**Your objective:**
Pull every line from the records that has the word "Bertoli" in it.

|---|

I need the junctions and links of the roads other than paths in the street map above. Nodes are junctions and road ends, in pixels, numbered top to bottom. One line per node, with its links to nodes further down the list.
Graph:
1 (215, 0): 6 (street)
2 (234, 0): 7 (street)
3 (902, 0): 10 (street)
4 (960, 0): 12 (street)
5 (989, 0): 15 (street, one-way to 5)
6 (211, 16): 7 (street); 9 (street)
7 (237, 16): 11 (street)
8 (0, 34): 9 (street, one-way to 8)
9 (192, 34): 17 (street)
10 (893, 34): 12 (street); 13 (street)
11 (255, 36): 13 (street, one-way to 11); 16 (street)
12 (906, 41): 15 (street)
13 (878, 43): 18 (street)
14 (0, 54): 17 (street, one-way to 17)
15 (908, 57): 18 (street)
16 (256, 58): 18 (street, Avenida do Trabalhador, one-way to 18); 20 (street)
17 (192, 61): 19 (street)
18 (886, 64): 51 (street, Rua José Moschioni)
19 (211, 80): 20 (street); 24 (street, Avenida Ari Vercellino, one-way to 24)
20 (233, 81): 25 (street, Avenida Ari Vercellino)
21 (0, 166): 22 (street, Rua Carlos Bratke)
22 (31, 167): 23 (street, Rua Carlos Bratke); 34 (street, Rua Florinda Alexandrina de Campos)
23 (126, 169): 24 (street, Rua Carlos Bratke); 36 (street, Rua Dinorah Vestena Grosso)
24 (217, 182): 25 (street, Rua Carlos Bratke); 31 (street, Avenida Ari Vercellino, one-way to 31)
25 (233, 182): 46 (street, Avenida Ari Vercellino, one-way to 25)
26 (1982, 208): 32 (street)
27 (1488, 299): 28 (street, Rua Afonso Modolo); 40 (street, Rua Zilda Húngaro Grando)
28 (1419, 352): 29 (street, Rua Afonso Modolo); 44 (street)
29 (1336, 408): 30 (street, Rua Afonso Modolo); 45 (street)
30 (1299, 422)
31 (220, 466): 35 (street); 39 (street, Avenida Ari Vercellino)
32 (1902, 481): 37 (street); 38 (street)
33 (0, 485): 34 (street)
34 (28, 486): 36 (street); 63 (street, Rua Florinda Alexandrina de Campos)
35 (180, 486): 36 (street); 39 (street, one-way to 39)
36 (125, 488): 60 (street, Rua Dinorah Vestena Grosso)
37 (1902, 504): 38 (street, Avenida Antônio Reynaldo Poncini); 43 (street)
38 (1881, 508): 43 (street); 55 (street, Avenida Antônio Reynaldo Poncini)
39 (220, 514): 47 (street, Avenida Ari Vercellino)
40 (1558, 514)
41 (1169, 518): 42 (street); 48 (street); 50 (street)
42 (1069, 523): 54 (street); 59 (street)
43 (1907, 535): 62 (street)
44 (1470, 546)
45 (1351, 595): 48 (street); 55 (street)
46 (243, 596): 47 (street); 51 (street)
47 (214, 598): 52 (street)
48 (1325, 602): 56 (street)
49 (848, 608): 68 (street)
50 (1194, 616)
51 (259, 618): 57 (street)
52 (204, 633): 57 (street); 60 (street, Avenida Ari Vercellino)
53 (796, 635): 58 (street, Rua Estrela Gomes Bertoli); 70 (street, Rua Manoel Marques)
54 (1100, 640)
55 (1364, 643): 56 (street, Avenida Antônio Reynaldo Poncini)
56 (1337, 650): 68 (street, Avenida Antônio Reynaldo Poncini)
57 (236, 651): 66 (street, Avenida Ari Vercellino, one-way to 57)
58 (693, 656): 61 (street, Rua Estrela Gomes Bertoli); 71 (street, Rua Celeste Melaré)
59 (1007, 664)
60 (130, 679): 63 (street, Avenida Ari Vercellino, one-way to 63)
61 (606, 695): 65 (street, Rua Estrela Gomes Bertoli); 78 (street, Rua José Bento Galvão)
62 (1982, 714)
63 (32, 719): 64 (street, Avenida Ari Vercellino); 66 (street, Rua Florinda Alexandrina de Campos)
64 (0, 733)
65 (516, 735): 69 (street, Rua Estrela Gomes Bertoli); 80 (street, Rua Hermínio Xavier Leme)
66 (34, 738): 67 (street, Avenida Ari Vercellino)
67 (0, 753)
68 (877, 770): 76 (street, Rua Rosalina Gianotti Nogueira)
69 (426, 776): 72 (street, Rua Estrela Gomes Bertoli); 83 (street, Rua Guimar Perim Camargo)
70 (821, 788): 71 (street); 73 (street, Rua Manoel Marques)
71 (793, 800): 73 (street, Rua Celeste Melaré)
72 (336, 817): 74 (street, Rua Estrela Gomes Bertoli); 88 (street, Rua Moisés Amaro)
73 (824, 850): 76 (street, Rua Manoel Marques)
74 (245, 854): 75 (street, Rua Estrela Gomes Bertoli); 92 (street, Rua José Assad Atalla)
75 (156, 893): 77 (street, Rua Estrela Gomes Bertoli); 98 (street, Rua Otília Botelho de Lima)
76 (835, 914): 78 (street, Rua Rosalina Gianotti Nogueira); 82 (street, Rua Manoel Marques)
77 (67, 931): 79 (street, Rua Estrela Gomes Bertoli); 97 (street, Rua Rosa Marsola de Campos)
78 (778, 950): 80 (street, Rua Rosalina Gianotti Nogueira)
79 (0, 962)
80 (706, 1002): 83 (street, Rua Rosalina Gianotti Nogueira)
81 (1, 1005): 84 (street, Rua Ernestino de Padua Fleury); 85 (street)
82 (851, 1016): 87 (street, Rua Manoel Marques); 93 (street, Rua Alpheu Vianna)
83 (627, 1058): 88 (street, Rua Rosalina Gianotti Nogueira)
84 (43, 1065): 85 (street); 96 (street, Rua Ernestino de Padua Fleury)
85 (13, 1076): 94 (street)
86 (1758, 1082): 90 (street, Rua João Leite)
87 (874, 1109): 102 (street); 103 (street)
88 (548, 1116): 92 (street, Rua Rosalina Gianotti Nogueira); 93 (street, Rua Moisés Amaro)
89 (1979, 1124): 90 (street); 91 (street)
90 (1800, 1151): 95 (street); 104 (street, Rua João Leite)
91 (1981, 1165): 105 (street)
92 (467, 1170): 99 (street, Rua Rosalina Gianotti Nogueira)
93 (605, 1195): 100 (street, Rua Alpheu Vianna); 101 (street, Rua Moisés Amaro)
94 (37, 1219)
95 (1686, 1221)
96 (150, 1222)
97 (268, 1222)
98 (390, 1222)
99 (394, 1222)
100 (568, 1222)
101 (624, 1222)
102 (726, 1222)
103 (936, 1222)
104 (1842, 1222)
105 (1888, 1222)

|---|

**Answer section:**
53 (796, 635): 58 (street, Rua Estrela Gomes Bertoli); 70 (street, Rua Manoel Marques)
58 (693, 656): 61 (street, Rua Estrela Gomes Bertoli); 71 (street, Rua Celeste Melaré)
61 (606, 695): 65 (street, Rua Estrela Gomes Bertoli); 78 (street, Rua José Bento Galvão)
65 (516, 735): 69 (street, Rua Estrela Gomes Bertoli); 80 (street, Rua Hermínio Xavier Leme)
69 (426, 776): 72 (street, Rua Estrela Gomes Bertoli); 83 (street, Rua Guimar Perim Camargo)
72 (336, 817): 74 (street, Rua Estrela Gomes Bertoli); 88 (street, Rua Moisés Amaro)
74 (245, 854): 75 (street, Rua Estrela Gomes Bertoli); 92 (street, Rua José Assad Atalla)
75 (156, 893): 77 (street, Rua Estrela Gomes Bertoli); 98 (street, Rua Otília Botelho de Lima)
77 (67, 931): 79 (street, Rua Estrela Gomes Bertoli); 97 (street, Rua Rosa Marsola de Campos)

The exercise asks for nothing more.